As he’s gotten older, my dad’s lost any sense of filter he may have once had. My dad can make Archie Bunker looks like a humanitarian that’s actually tolerant of all races, creeds and gender. He’s been known to blatantly flirt with women, and by flirt I mean, make googly eyes while inviting them to live in his spare bedroom and clean his house because he loves women from “your country.” And really, are those not the words of love every Eastern European woman hopes to hear from the old guy sitting in the booth with his embarrassed daughter on Christmas Eve? I sometimes wish I had beat that one guy to the punch and published my own version of “Shit my Dad says”. I’d be a millionaire.
Now that my sister and I are adults, my dad likes to share stories with us that may scar us for life. There’s the one time when he was in the Navy when he went to Rock of Gibraltar and his fondest memory was taking a shit on the side of the mountain and the local wildlife of barbary macaques (aka monkeys) were laughing at him. Or the time he did lines of coke off the new Lincolns that just rolled into the showroom at the car dealer. You know, heart-warming stories?
This is gonna sound weird, but my dad loves Hitler. Okay, he doesn’t LOVE LOVE Hitler but because he was born about the time good old Adolph was in power, he tends to watch a lot of History Channel specials on World War 2. Specials that seems to run really early in the morning. Too early in the morning for my fuzzy brain to comprehend the leadership style of Der Fuehrer. But I’ll call my dad, and he’ll laugh into the phone, usually he says “did you know” then it’s followed with something about Hitler, then it’s “boy he was a crazy sumbitch.”
Now, like I said, over the years, we had a lot of possessions that may or may not have “fallen off the back of a truck”, and my dad may have a few friends in the Hell’s Angels, he may have had the habit of cleaning his guns whenever a new boyfriend would come to pick me up for a date, he may have given us an 8-ball as an engagement present - and it’s not the one you shake, ask a question and turn over to find the answer.
His heart was always in the right place. He never thought twice about selling his favorite possessions to put food on the table, or buy us a car, or pay for school. He’s sold his motorcycles, his boats, his cars, his snowmobiles - all things he loved. He always told us, and still admits it today, that his daughters were the most important people in his life. He put up with my mom’s weird idiosyncrasies and her family’s expectations, and for that alone he should be canonized.

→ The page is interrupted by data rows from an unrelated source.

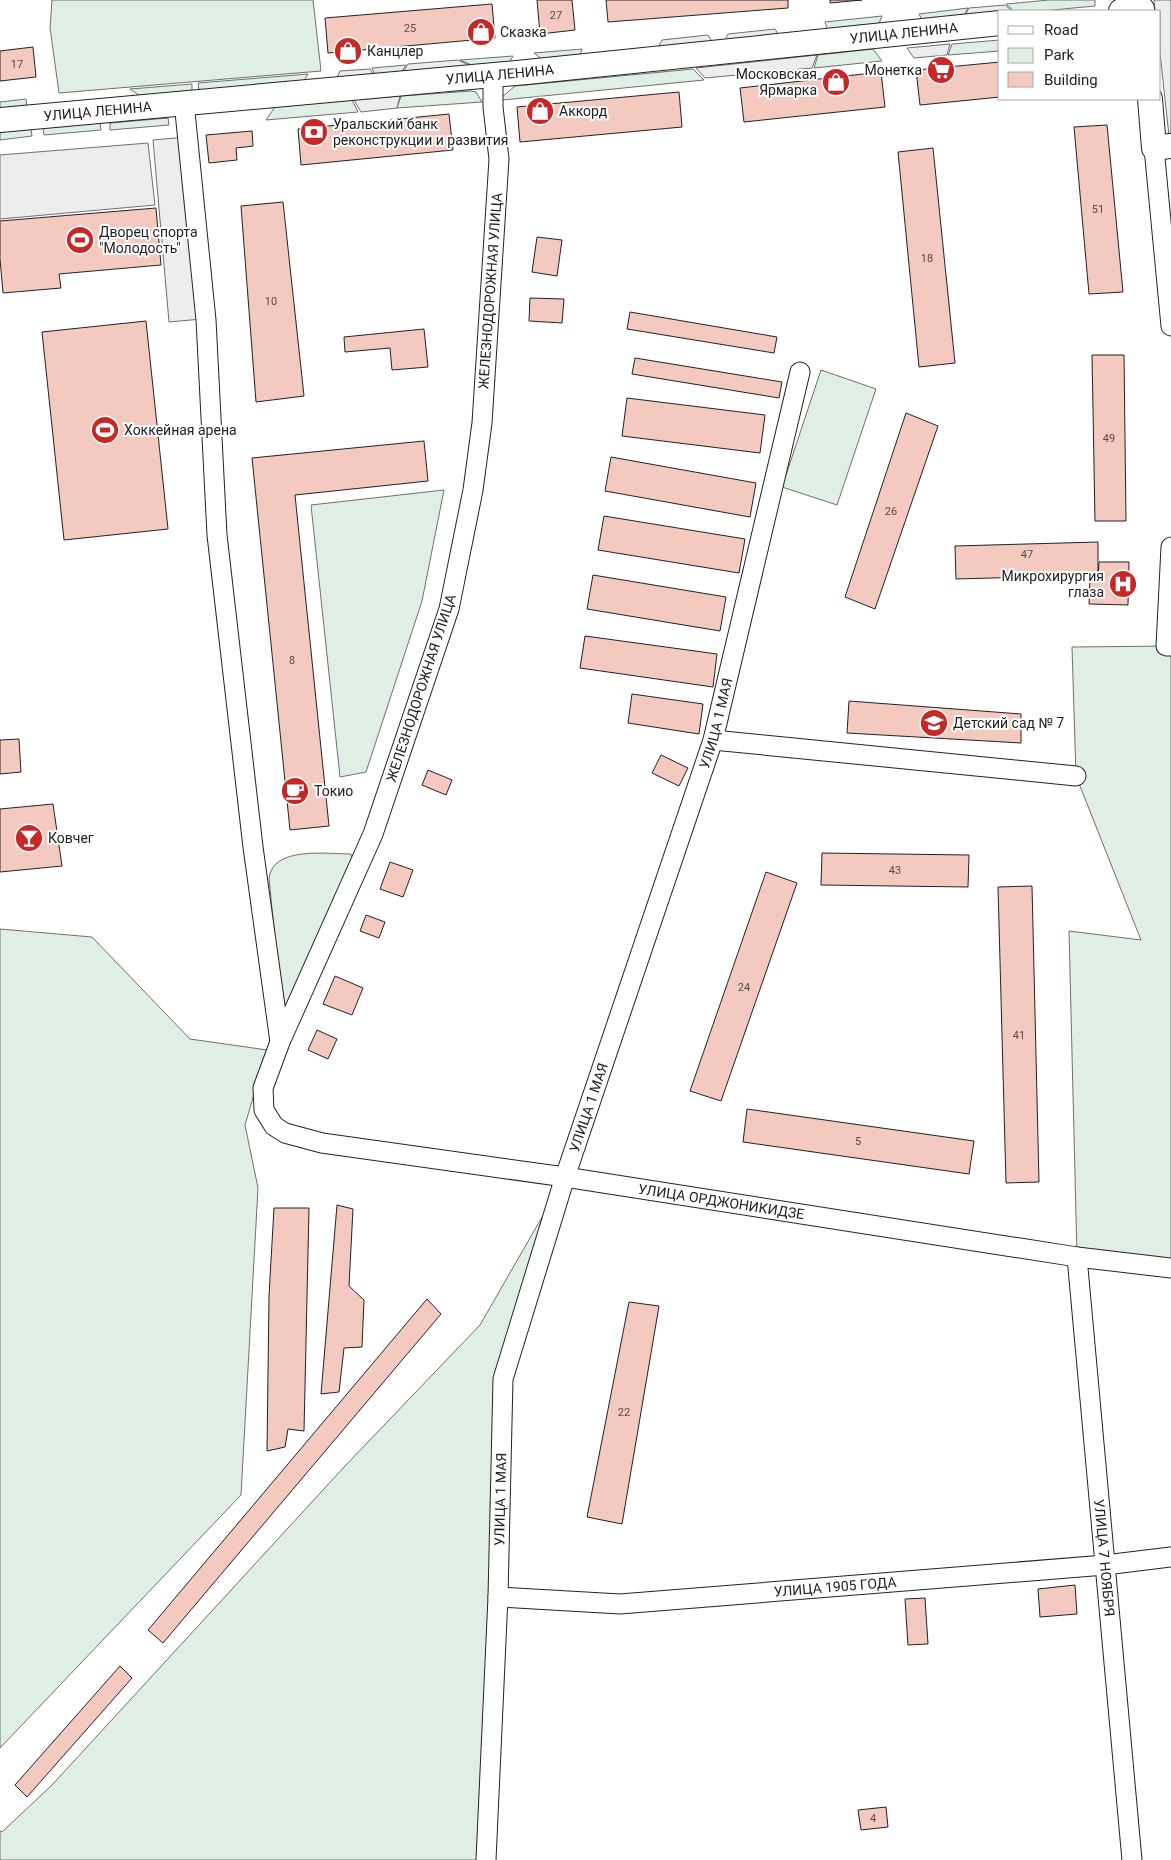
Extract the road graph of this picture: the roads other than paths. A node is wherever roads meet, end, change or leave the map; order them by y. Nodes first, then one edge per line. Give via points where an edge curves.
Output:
1 (998, 23) edge
2 (493, 74) junction
3 (1150, 100) edge
4 (184, 102) junction
5 (0, 120) edge
6 (1162, 147) edge
7 (1171, 326) edge
8 (800, 372) dead end
9 (1171, 547) edge
10 (1169, 646) edge
11 (713, 740) junction
12 (1076, 776) dead end
13 (280, 1042) junction
14 (274, 1126) joint
15 (565, 1177) junction
16 (1077, 1257) junction
17 (1171, 1268) edge
18 (1171, 1557) edge
19 (1105, 1565) junction
20 (498, 1597) junction
21 (486, 1860) edge
22 (1132, 1860) edge

1 - 2 main road, УЛИЦА ЛЕНИНА
2 - 4 main road, УЛИЦА ЛЕНИНА
2 - 13 street, ЖЕЛЕЗНОДОРОЖНАЯ УЛИЦА via 499,159 482,423 473,490 449,609 373,834
3 - 6 main road
4 - 5 main road, УЛИЦА ЛЕНИНА
4 - 13 street via 206,320 217,535 253,847
6 - 7 street
8 - 11 street, УЛИЦА 1 МАЯ
9 - 10 street
11 - 12 street
11 - 15 street, УЛИЦА 1 МАЯ
13 - 14 street, ЖЕЛЕЗНОДОРОЖНАЯ УЛИЦА via 263,1088 264,1110
14 - 15 street, УЛИЦА ОРДЖОНИКИДЗЕ via 285,1133 322,1143
15 - 16 street, УЛИЦА ОРДЖОНИКИДЗЕ
15 - 20 street, УЛИЦА 1 МАЯ via 503,1379
16 - 17 street, УЛИЦА ОРДЖОНИКИДЗЕ
16 - 19 street, УЛИЦА 7 НОЯБРЯ
18 - 19 street, УЛИЦА 1905 ГОДА
19 - 20 street, УЛИЦА 1905 ГОДА via 620,1604
19 - 22 street, УЛИЦА 7 НОЯБРЯ
20 - 21 street, УЛИЦА 1 МАЯ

My dad’s 74 now. He’s been a widower for 14 years and still hopes to find a woman equal to my mom but knows he probably won’t and she could never be replaced. He’s seen both his daughters get married, he’s enjoys my two furry dog kids a lot, he’s had a stroke and dealt with seizure disorder. He may still smoke a little weed now and then. And there are days, when I feel like I’m the parent, and he’s the child, and I get frustrated that things have changed as we’ve both gotten older. The path before us may be unknown, but I have to thank him for raising me to be who I am, and Daddy, I’ll always be here to ride the magic carpet with you.